Keep only the lines of the data below that contain "lists", and copy them.

Materials provided:
┄┄┄┄┄┄┄┄┄┄

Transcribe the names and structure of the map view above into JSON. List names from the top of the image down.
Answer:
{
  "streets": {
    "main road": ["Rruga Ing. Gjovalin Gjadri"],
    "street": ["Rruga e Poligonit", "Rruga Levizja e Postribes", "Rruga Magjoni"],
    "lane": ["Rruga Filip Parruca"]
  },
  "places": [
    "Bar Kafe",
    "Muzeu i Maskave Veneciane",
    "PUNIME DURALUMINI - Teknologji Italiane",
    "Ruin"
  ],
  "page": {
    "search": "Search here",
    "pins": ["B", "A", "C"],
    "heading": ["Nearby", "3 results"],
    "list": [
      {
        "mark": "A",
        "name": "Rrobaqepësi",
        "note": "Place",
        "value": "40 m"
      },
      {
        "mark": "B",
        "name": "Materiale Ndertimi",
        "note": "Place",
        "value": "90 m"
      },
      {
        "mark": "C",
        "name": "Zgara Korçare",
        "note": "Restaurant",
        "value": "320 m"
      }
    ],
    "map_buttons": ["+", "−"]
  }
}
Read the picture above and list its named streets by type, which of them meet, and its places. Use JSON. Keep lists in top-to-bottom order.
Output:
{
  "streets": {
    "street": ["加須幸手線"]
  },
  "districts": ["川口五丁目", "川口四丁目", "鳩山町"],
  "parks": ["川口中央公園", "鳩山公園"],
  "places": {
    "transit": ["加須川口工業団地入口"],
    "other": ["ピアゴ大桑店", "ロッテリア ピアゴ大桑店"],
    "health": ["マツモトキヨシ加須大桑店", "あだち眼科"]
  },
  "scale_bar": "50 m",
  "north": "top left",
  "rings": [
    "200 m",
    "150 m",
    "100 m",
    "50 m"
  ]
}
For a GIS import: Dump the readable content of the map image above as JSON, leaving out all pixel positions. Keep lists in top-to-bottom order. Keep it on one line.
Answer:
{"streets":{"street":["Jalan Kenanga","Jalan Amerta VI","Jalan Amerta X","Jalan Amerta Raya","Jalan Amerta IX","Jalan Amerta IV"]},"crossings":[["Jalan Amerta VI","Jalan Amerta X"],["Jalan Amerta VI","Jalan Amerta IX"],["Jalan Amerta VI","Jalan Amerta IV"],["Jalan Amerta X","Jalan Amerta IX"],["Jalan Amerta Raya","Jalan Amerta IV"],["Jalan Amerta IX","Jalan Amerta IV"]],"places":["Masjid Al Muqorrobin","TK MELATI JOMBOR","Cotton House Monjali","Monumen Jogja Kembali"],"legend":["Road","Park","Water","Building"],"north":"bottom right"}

┄┄┄┄┄┄┄┄┄┄

Expected output:
Read the picture above and list its named streets by type, which of them meet, and its places. Use JSON. Keep lists in top-to-bottom order.
For a GIS import: Dump the readable content of the map image above as JSON, leaving out all pixel positions. Keep lists in top-to-bottom order. Keep it on one line.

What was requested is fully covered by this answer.